# [ASSIGNED TASK]
Repeat the records exactly, with one exception: no images.
========================================================================
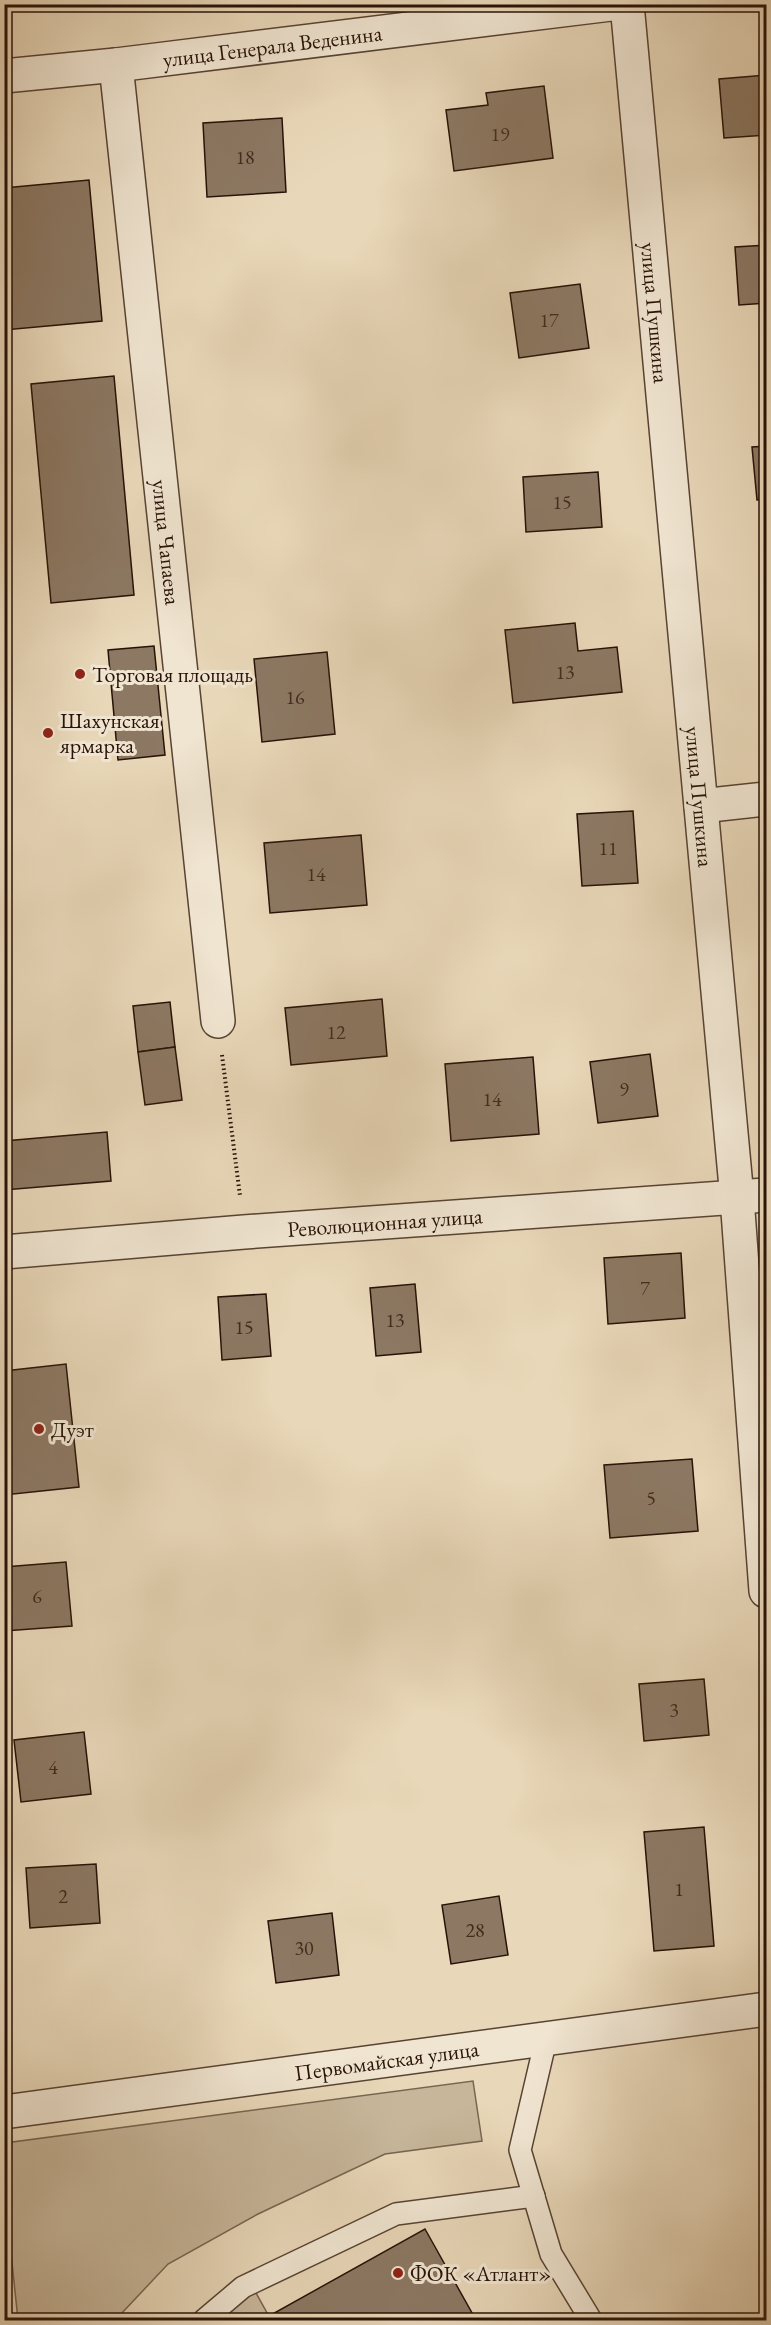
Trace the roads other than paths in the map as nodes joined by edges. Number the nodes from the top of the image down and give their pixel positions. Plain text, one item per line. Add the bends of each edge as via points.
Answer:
1 (611, 4) edge
2 (627, 4) edge
3 (116, 64) junction
4 (4, 76) edge
5 (766, 799) edge
6 (701, 806) junction
7 (218, 1021) road end
8 (752, 1196) edge
9 (4, 1252) edge
10 (766, 1591) edge
11 (766, 2009) edge
12 (546, 2039) junction
13 (4, 2112) edge
14 (534, 2196) junction
15 (204, 2320) edge
16 (591, 2320) edge

1 - 3 street, улица Генерала Веденина
2 - 6 street, улица Пушкина
3 - 4 street, улица Генерала Веденина
3 - 7 street, улица Чапаева
5 - 6 street
6 - 8 street, улица Пушкина
8 - 9 street, Революционная улица
8 - 10 street, улица Пушкина
11 - 12 street, Первомайская улица
12 - 13 street, Первомайская улица
12 - 14 lane via 520,2150
14 - 15 lane via 396,2214 243,2287
14 - 16 lane via 551,2253

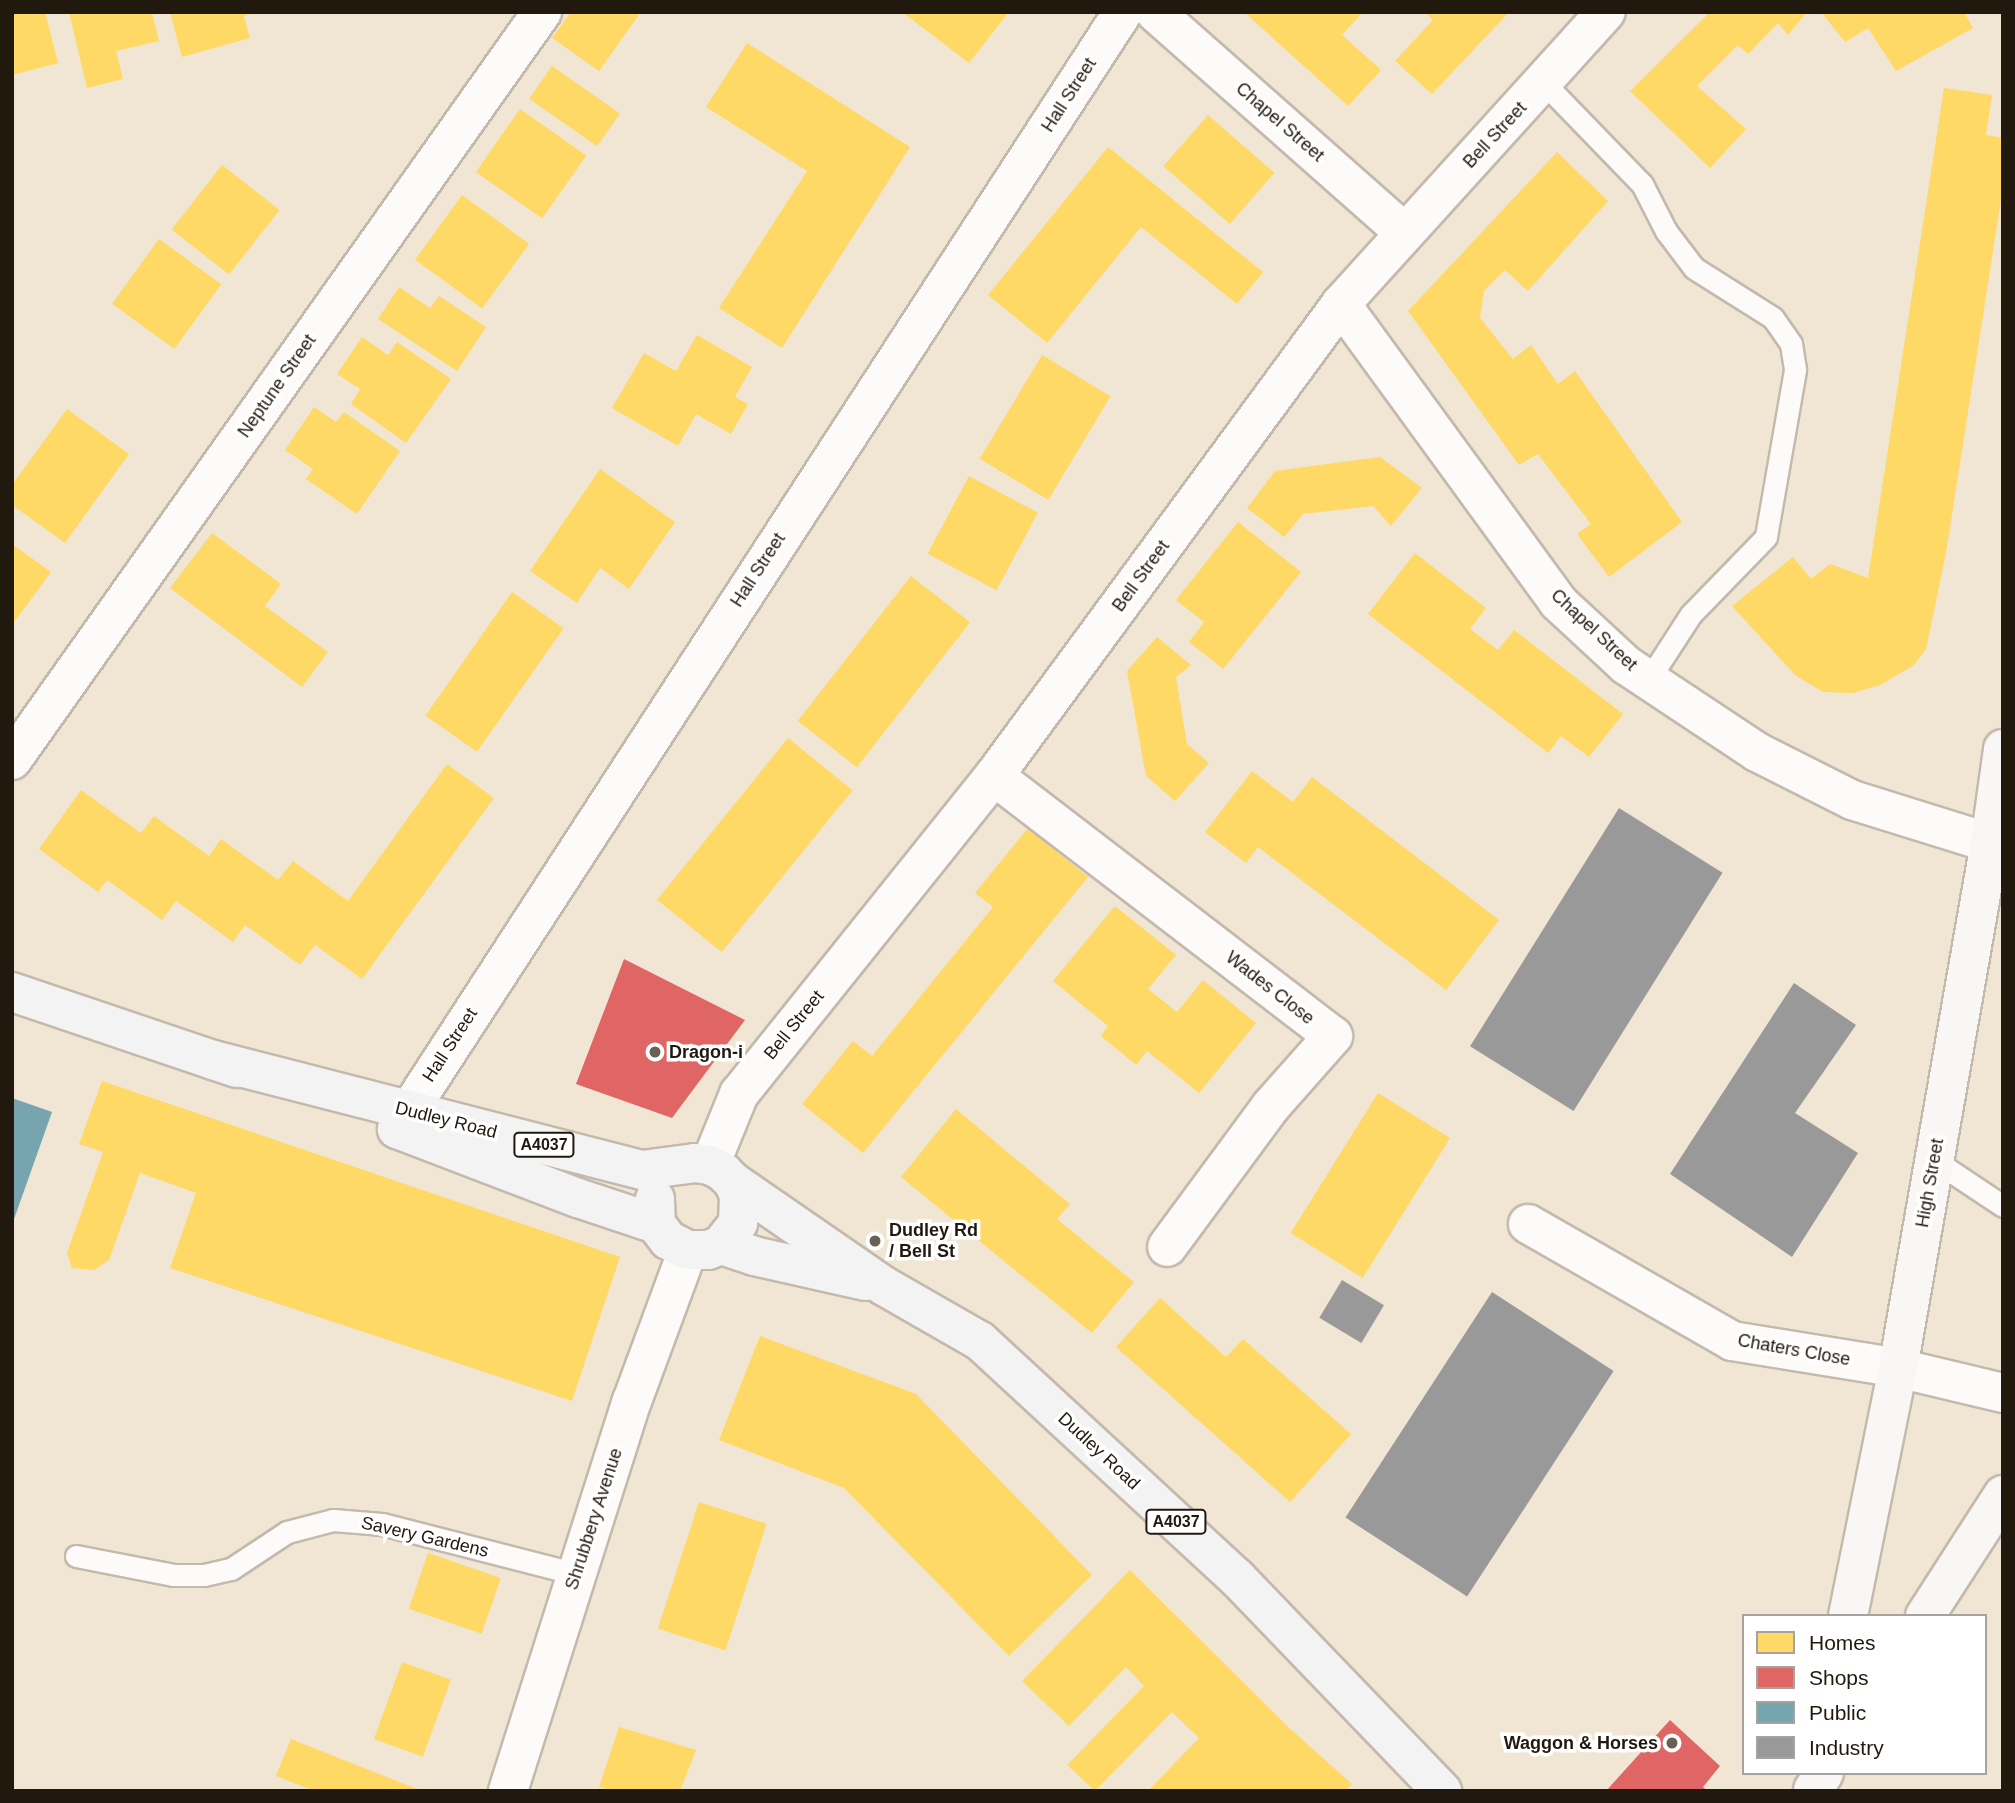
========================================================================
# [FINISHED EXERCISE]
Trace the roads other than paths in the map as nodes joined by edges. Number the nodes from the top of the image down and give their pixel positions. Plain text, one item per line. Add the bends of each edge as via points.
Answer:
1 (611, 4) edge
2 (627, 4) edge
3 (116, 64) junction
4 (4, 76) edge
5 (766, 799) edge
6 (701, 806) junction
7 (218, 1021) road end
8 (752, 1196) edge
9 (4, 1252) edge
10 (766, 1591) edge
11 (766, 2009) edge
12 (546, 2039) junction
13 (4, 2112) edge
14 (534, 2196) junction
15 (204, 2320) edge
16 (591, 2320) edge

1 - 3 street, улица Генерала Веденина
2 - 6 street, улица Пушкина
3 - 4 street, улица Генерала Веденина
3 - 7 street, улица Чапаева
5 - 6 street
6 - 8 street, улица Пушкина
8 - 9 street, Революционная улица
8 - 10 street, улица Пушкина
11 - 12 street, Первомайская улица
12 - 13 street, Первомайская улица
12 - 14 lane via 520,2150
14 - 15 lane via 396,2214 243,2287
14 - 16 lane via 551,2253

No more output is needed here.